## YOUR INSTRUCTIONS
Look through the entries below and count the lines that contain "roads". Reply with that number only.

## MATERIAL FOR THE TASK

━━━━━━━━━━━━━━━━

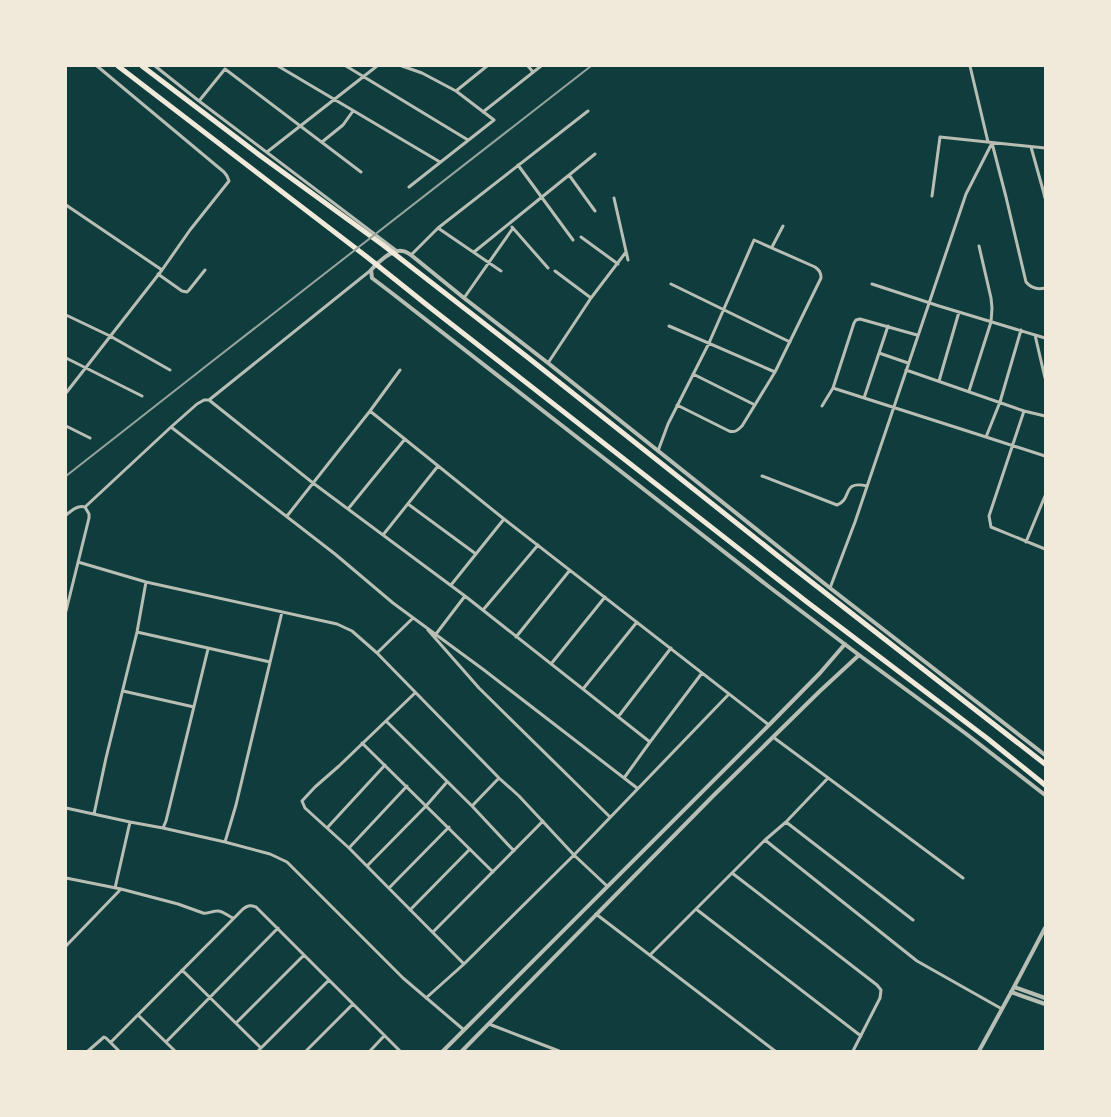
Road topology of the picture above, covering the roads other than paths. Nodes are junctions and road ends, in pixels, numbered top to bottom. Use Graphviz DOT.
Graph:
graph roads {
  1 [pos="97,66"];
  2 [pos="142,66"];
  3 [pos="155,66"];
  4 [pos="278,66"];
  5 [pos="346,66"];
  6 [pos="377,66"];
  7 [pos="402,66"];
  8 [pos="486,66"];
  9 [pos="528,66"];
  10 [pos="541,66"];
  11 [pos="970,66"];
  12 [pos="119,67"];
  13 [pos="533,72"];
  14 [pos="363,77"];
  15 [pos="456,91"];
  16 [pos="334,100"];
  17 [pos="199,101"];
  18 [pos="353,111"];
  19 [pos="588,111"];
  20 [pos="483,112"];
  21 [pos="300,125"];
  22 [pos="468,140"];
  23 [pos="322,142"];
  24 [pos="990,142"];
  25 [pos="1031,147"];
  26 [pos="1045,148"];
  27 [pos="267,152"];
  28 [pos="595,154"];
  29 [pos="440,162"];
  30 [pos="518,165"];
  31 [pos="361,172"];
  32 [pos="569,176"];
  33 [pos="409,187"];
  34 [pos="1044,190"];
  35 [pos="932,196"];
  36 [pos="542,197"];
  37 [pos="614,198"];
  38 [pos="1045,198"];
  39 [pos="66,205"];
  40 [pos="595,211"];
  41 [pos="509,224"];
  42 [pos="783,226"];
  43 [pos="438,228"];
  44 [pos="513,228"];
  45 [pos="581,237"];
  46 [pos="573,240"];
  47 [pos="979,246"];
  48 [pos="772,247"];
  49 [pos="397,251"];
  50 [pos="474,252"];
  51 [pos="626,252"];
  52 [pos="411,255"];
  53 [pos="628,260"];
  54 [pos="488,262"];
  55 [pos="618,264"];
  56 [pos="548,268"];
  57 [pos="162,270"];
  58 [pos="205,270"];
  59 [pos="371,270"];
  60 [pos="501,271"];
  61 [pos="555,271"];
  62 [pos="158,274"];
  63 [pos="671,284"];
  64 [pos="872,284"];
  65 [pos="1045,288"];
  66 [pos="464,298"];
  67 [pos="591,298"];
  68 [pos="928,303"];
  69 [pos="723,310"];
  70 [pos="959,312"];
  71 [pos="66,315"];
  72 [pos="991,322"];
  73 [pos="669,326"];
  74 [pos="888,326"];
  75 [pos="1021,330"];
  76 [pos="917,335"];
  77 [pos="1036,335"];
  78 [pos="110,336"];
  79 [pos="1045,338"];
  80 [pos="790,342"];
  81 [pos="709,343"];
  82 [pos="879,353"];
  83 [pos="66,358"];
  84 [pos="548,363"];
  85 [pos="908,363"];
  86 [pos="86,367"];
  87 [pos="170,370"];
  88 [pos="400,370"];
  89 [pos="906,370"];
  90 [pos="775,372"];
  91 [pos="693,374"];
  92 [pos="1045,378"];
  93 [pos="939,381"];
  94 [pos="833,388"];
  95 [pos="66,391"];
  96 [pos="969,391"];
  97 [pos="142,396"];
  98 [pos="864,398"];
  99 [pos="209,400"];
  100 [pos="1000,402"];
  101 [pos="677,405"];
  102 [pos="755,405"];
  103 [pos="822,406"];
  104 [pos="893,408"];
  105 [pos="1024,411"];
  106 [pos="370,412"];
  107 [pos="1045,416"];
  108 [pos="66,426"];
  109 [pos="171,427"];
  110 [pos="986,437"];
  111 [pos="90,438"];
  112 [pos="405,439"];
  113 [pos="1013,446"];
  114 [pos="658,451"];
  115 [pos="1045,456"];
  116 [pos="438,466"];
  117 [pos="762,476"];
  118 [pos="313,483"];
  119 [pos="867,486"];
  120 [pos="1045,496"];
  121 [pos="408,504"];
  122 [pos="85,507"];
  123 [pos="348,509"];
  124 [pos="66,514"];
  125 [pos="287,516"];
  126 [pos="504,519"];
  127 [pos="383,535"];
  128 [pos="1026,542"];
  129 [pos="538,545"];
  130 [pos="1045,549"];
  131 [pos="476,554"];
  132 [pos="78,562"];
  133 [pos="570,570"];
  134 [pos="146,582"];
  135 [pos="451,585"];
  136 [pos="830,588"];
  137 [pos="465,596"];
  138 [pos="605,597"];
  139 [pos="482,610"];
  140 [pos="66,612"];
  141 [pos="282,612"];
  142 [pos="413,618"];
  143 [pos="637,622"];
  144 [pos="424,626"];
  145 [pos="137,632"];
  146 [pos="436,634"];
  147 [pos="516,636"];
  148 [pos="845,644"];
  149 [pos="671,648"];
  150 [pos="208,649"];
  151 [pos="377,653"];
  152 [pos="859,655"];
  153 [pos="270,662"];
  154 [pos="551,664"];
  155 [pos="702,673"];
  156 [pos="583,689"];
  157 [pos="123,691"];
  158 [pos="415,693"];
  159 [pos="729,694"];
  160 [pos="194,707"];
  161 [pos="618,717"];
  162 [pos="386,721"];
  163 [pos="769,725"];
  164 [pos="773,737"];
  165 [pos="650,742"];
  166 [pos="362,743"];
  167 [pos="1045,754"];
  168 [pos="1045,764"];
  169 [pos="385,765"];
  170 [pos="499,778"];
  171 [pos="624,778"];
  172 [pos="828,778"];
  173 [pos="447,782"];
  174 [pos="1045,785"];
  175 [pos="406,786"];
  176 [pos="637,788"];
  177 [pos="1045,795"];
  178 [pos="426,806"];
  179 [pos="472,806"];
  180 [pos="66,808"];
  181 [pos="94,814"];
  182 [pos="610,817"];
  183 [pos="543,821"];
  184 [pos="130,822"];
  185 [pos="786,822"];
  186 [pos="449,827"];
  187 [pos="163,828"];
  188 [pos="327,828"];
  189 [pos="765,840"];
  190 [pos="225,842"];
  191 [pos="349,848"];
  192 [pos="470,849"];
  193 [pos="514,851"];
  194 [pos="574,855"];
  195 [pos="367,866"];
  196 [pos="493,872"];
  197 [pos="732,873"];
  198 [pos="66,878"];
  199 [pos="963,878"];
  200 [pos="607,886"];
  201 [pos="115,888"];
  202 [pos="390,888"];
  203 [pos="121,889"];
  204 [pos="696,909"];
  205 [pos="410,910"];
  206 [pos="596,914"];
  207 [pos="233,918"];
  208 [pos="913,920"];
  209 [pos="278,928"];
  210 [pos="1045,928"];
  211 [pos="433,932"];
  212 [pos="66,946"];
  213 [pos="304,955"];
  214 [pos="650,955"];
  215 [pos="464,964"];
  216 [pos="182,970"];
  217 [pos="329,980"];
  218 [pos="1014,987"];
  219 [pos="1011,992"];
  220 [pos="210,997"];
  221 [pos="426,998"];
  222 [pos="1045,998"];
  223 [pos="353,1004"];
  224 [pos="1045,1004"];
  225 [pos="1002,1009"];
  226 [pos="138,1015"];
  227 [pos="236,1023"];
  228 [pos="488,1024"];
  229 [pos="464,1030"];
  230 [pos="384,1036"];
  231 [pos="861,1036"];
  232 [pos="111,1042"];
  233 [pos="166,1042"];
  234 [pos="261,1048"];
  235 [pos="88,1051"];
  236 [pos="119,1051"];
  237 [pos="175,1051"];
  238 [pos="258,1051"];
  239 [pos="306,1051"];
  240 [pos="370,1051"];
  241 [pos="400,1051"];
  242 [pos="443,1051"];
  243 [pos="462,1051"];
  244 [pos="559,1051"];
  245 [pos="775,1051"];
  246 [pos="853,1051"];
  247 [pos="979,1051"];
  1 -- 57 [label="street"];
  2 -- 168 [label="highway"];
  3 -- 17 [label="street"];
  4 -- 16 [label="street"];
  5 -- 14 [label="street"];
  6 -- 14 [label="street"];
  7 -- 15 [label="street"];
  8 -- 15 [label="street"];
  9 -- 13 [label="street"];
  10 -- 13 [label="street"];
  11 -- 24 [label="street"];
  12 -- 174 [label="highway"];
  13 -- 20 [label="street"];
  14 -- 16 [label="street"];
  14 -- 22 [label="street"];
  15 -- 20 [label="street"];
  16 -- 18 [label="street"];
  16 -- 21 [label="street"];
  17 -- 21 [label="street"];
  17 -- 27 [label="street"];
  18 -- 23 [label="street"];
  18 -- 29 [label="street"];
  19 -- 30 [label="street"];
  20 -- 22 [label="street"];
  21 -- 23 [label="street"];
  21 -- 27 [label="street"];
  22 -- 29 [label="street"];
  23 -- 31 [label="street"];
  24 -- 25 [label="street"];
  24 -- 35 [label="street"];
  24 -- 65 [label="street"];
  24 -- 68 [label="street"];
  25 -- 26 [label="street"];
  25 -- 34 [label="street"];
  27 -- 49 [label="street"];
  28 -- 32 [label="street"];
  29 -- 33 [label="street"];
  30 -- 36 [label="street"];
  30 -- 43 [label="street"];
  32 -- 36 [label="street"];
  32 -- 40 [label="street"];
  34 -- 38 [label="street"];
  36 -- 41 [label="street"];
  36 -- 46 [label="street"];
  37 -- 51 [label="street"];
  39 -- 57 [label="street"];
  41 -- 44 [label="street"];
  41 -- 50 [label="street"];
  42 -- 48 [label="street"];
  43 -- 50 [label="street"];
  43 -- 52 [label="street"];
  44 -- 54 [label="street"];
  44 -- 56 [label="street"];
  45 -- 55 [label="street"];
  47 -- 72 [label="street"];
  48 -- 69 [label="street"];
  48 -- 80 [label="street"];
  49 -- 52 [label="street"];
  49 -- 59 [label="street"];
  50 -- 54 [label="street"];
  51 -- 53 [label="street"];
  51 -- 55 [label="street"];
  52 -- 66 [label="street"];
  54 -- 60 [label="street"];
  54 -- 66 [label="street"];
  55 -- 67 [label="street"];
  57 -- 62 [label="street"];
  58 -- 62 [label="street"];
  59 -- 99 [label="street"];
  59 -- 148 [label="street"];
  61 -- 67 [label="street"];
  62 -- 78 [label="street"];
  63 -- 69 [label="street"];
  64 -- 68 [label="street"];
  66 -- 84 [label="street"];
  67 -- 84 [label="street"];
  68 -- 70 [label="street"];
  68 -- 76 [label="street"];
  69 -- 80 [label="street"];
  69 -- 81 [label="street"];
  70 -- 72 [label="street"];
  70 -- 93 [label="street"];
  71 -- 78 [label="street"];
  72 -- 75 [label="street"];
  72 -- 96 [label="street"];
  73 -- 81 [label="street"];
  74 -- 76 [label="street"];
  74 -- 82 [label="street"];
  74 -- 94 [label="street"];
  75 -- 77 [label="street"];
  75 -- 100 [label="street"];
  76 -- 85 [label="street"];
  77 -- 79 [label="street"];
  77 -- 92 [label="street"];
  78 -- 86 [label="street"];
  78 -- 87 [label="street"];
  80 -- 90 [label="street"];
  81 -- 90 [label="street"];
  81 -- 91 [label="street"];
  82 -- 85 [label="street"];
  82 -- 98 [label="street"];
  83 -- 86 [label="street"];
  84 -- 114 [label="street"];
  85 -- 89 [label="street"];
  86 -- 95 [label="street"];
  86 -- 97 [label="street"];
  88 -- 106 [label="street"];
  89 -- 93 [label="street"];
  89 -- 104 [label="street"];
  90 -- 102 [label="street"];
  91 -- 101 [label="street"];
  91 -- 102 [label="street"];
  93 -- 96 [label="street"];
  94 -- 98 [label="street"];
  94 -- 103 [label="street"];
  96 -- 100 [label="street"];
  98 -- 104 [label="street"];
  99 -- 109 [label="street"];
  99 -- 118 [label="street"];
  100 -- 105 [label="street"];
  100 -- 110 [label="street"];
  101 -- 102 [label="street"];
  101 -- 114 [label="street"];
  104 -- 110 [label="street"];
  104 -- 119 [label="street"];
  105 -- 107 [label="street"];
  105 -- 113 [label="street"];
  106 -- 112 [label="street"];
  106 -- 118 [label="street"];
  108 -- 111 [label="street"];
  109 -- 122 [label="street"];
  109 -- 125 [label="street"];
  110 -- 113 [label="street"];
  112 -- 116 [label="street"];
  112 -- 123 [label="street"];
  113 -- 115 [label="street"];
  113 -- 128 [label="street"];
  114 -- 136 [label="street"];
  116 -- 121 [label="street"];
  116 -- 126 [label="street"];
  117 -- 119 [label="street"];
  118 -- 123 [label="street"];
  118 -- 125 [label="street"];
  119 -- 136 [label="street"];
  120 -- 128 [label="street"];
  121 -- 127 [label="street"];
  121 -- 131 [label="street"];
  122 -- 124 [label="street"];
  122 -- 132 [label="street"];
  123 -- 127 [label="street"];
  125 -- 142 [label="street"];
  126 -- 129 [label="street"];
  126 -- 131 [label="street"];
  127 -- 135 [label="street"];
  128 -- 130 [label="street"];
  129 -- 133 [label="street"];
  129 -- 139 [label="street"];
  131 -- 135 [label="street"];
  132 -- 134 [label="street"];
  132 -- 140 [label="street"];
  133 -- 138 [label="street"];
  133 -- 147 [label="street"];
  134 -- 141 [label="street"];
  134 -- 145 [label="street"];
  135 -- 137 [label="street"];
  136 -- 167 [label="street"];
  137 -- 139 [label="street"];
  137 -- 146 [label="street"];
  138 -- 143 [label="street"];
  138 -- 154 [label="street"];
  139 -- 147 [label="street"];
  141 -- 151 [label="street"];
  141 -- 153 [label="street"];
  142 -- 144 [label="street"];
  142 -- 151 [label="street"];
  143 -- 149 [label="street"];
  143 -- 156 [label="street"];
  144 -- 146 [label="street"];
  144 -- 182 [label="street"];
  145 -- 150 [label="street"];
  145 -- 157 [label="street"];
  146 -- 171 [label="street"];
  147 -- 154 [label="street"];
  148 -- 152 [label="street"];
  148 -- 163 [label="street"];
  149 -- 155 [label="street"];
  149 -- 161 [label="street"];
  150 -- 153 [label="street"];
  150 -- 160 [label="street"];
  151 -- 158 [label="street"];
  152 -- 164 [label="street"];
  152 -- 177 [label="street"];
  153 -- 190 [label="street"];
  154 -- 156 [label="street"];
  155 -- 159 [label="street"];
  155 -- 165 [label="street"];
  156 -- 161 [label="street"];
  157 -- 160 [label="street"];
  157 -- 181 [label="street"];
  158 -- 162 [label="street"];
  158 -- 170 [label="street"];
  159 -- 163 [label="street"];
  159 -- 176 [label="street"];
  160 -- 187 [label="street"];
  161 -- 165 [label="street"];
  162 -- 166 [label="street"];
  162 -- 173 [label="street"];
  163 -- 200 [label="street"];
  164 -- 172 [label="street"];
  164 -- 206 [label="street"];
  165 -- 171 [label="street"];
  166 -- 169 [label="street"];
  166 -- 188 [label="street"];
  169 -- 175 [label="street"];
  169 -- 188 [label="street"];
  170 -- 179 [label="street"];
  170 -- 183 [label="street"];
  171 -- 176 [label="street"];
  172 -- 185 [label="street"];
  172 -- 199 [label="street"];
  173 -- 178 [label="street"];
  173 -- 179 [label="street"];
  175 -- 178 [label="street"];
  175 -- 191 [label="street"];
  176 -- 182 [label="street"];
  178 -- 186 [label="street"];
  178 -- 195 [label="street"];
  179 -- 193 [label="street"];
  180 -- 181 [label="street"];
  181 -- 184 [label="street"];
  182 -- 194 [label="street"];
  183 -- 193 [label="street"];
  183 -- 194 [label="street"];
  184 -- 187 [label="street"];
  184 -- 201 [label="street"];
  185 -- 189 [label="street"];
  185 -- 208 [label="street"];
  186 -- 192 [label="street"];
  186 -- 202 [label="street"];
  187 -- 190 [label="street"];
  188 -- 191 [label="street"];
  189 -- 197 [label="street"];
  189 -- 225 [label="street"];
  190 -- 221 [label="street"];
  191 -- 195 [label="street"];
  192 -- 196 [label="street"];
  192 -- 205 [label="street"];
  193 -- 196 [label="street"];
  194 -- 200 [label="street"];
  194 -- 215 [label="street"];
  195 -- 202 [label="street"];
  196 -- 211 [label="street"];
  197 -- 204 [label="street"];
  197 -- 231 [label="street"];
  198 -- 201 [label="street"];
  200 -- 229 [label="street"];
  201 -- 203 [label="street"];
  202 -- 205 [label="street"];
  203 -- 207 [label="street"];
  203 -- 212 [label="street"];
  204 -- 214 [label="street"];
  204 -- 231 [label="street"];
  205 -- 211 [label="street"];
  206 -- 214 [label="street"];
  206 -- 228 [label="street"];
  207 -- 209 [label="street"];
  207 -- 216 [label="street"];
  209 -- 213 [label="street"];
  209 -- 220 [label="street"];
  210 -- 218 [label="street"];
  211 -- 215 [label="street"];
  213 -- 217 [label="street"];
  213 -- 227 [label="street"];
  214 -- 245 [label="street"];
  215 -- 221 [label="street"];
  216 -- 220 [label="street"];
  216 -- 226 [label="street"];
  217 -- 223 [label="street"];
  217 -- 234 [label="street"];
  218 -- 219 [label="street"];
  218 -- 222 [label="street"];
  219 -- 224 [label="street"];
  219 -- 225 [label="street"];
  220 -- 227 [label="street"];
  220 -- 233 [label="street"];
  221 -- 229 [label="street"];
  223 -- 230 [label="street"];
  223 -- 239 [label="street"];
  225 -- 247 [label="street"];
  226 -- 232 [label="street"];
  226 -- 233 [label="street"];
  227 -- 234 [label="street"];
  228 -- 243 [label="street"];
  228 -- 244 [label="street"];
  229 -- 242 [label="street"];
  230 -- 240 [label="street"];
  230 -- 241 [label="street"];
  231 -- 246 [label="street"];
  232 -- 235 [label="street"];
  232 -- 236 [label="street"];
  233 -- 237 [label="street"];
  234 -- 238 [label="street"];
}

━━━━━━━━━━━━━━━━

## FINAL ANSWER
2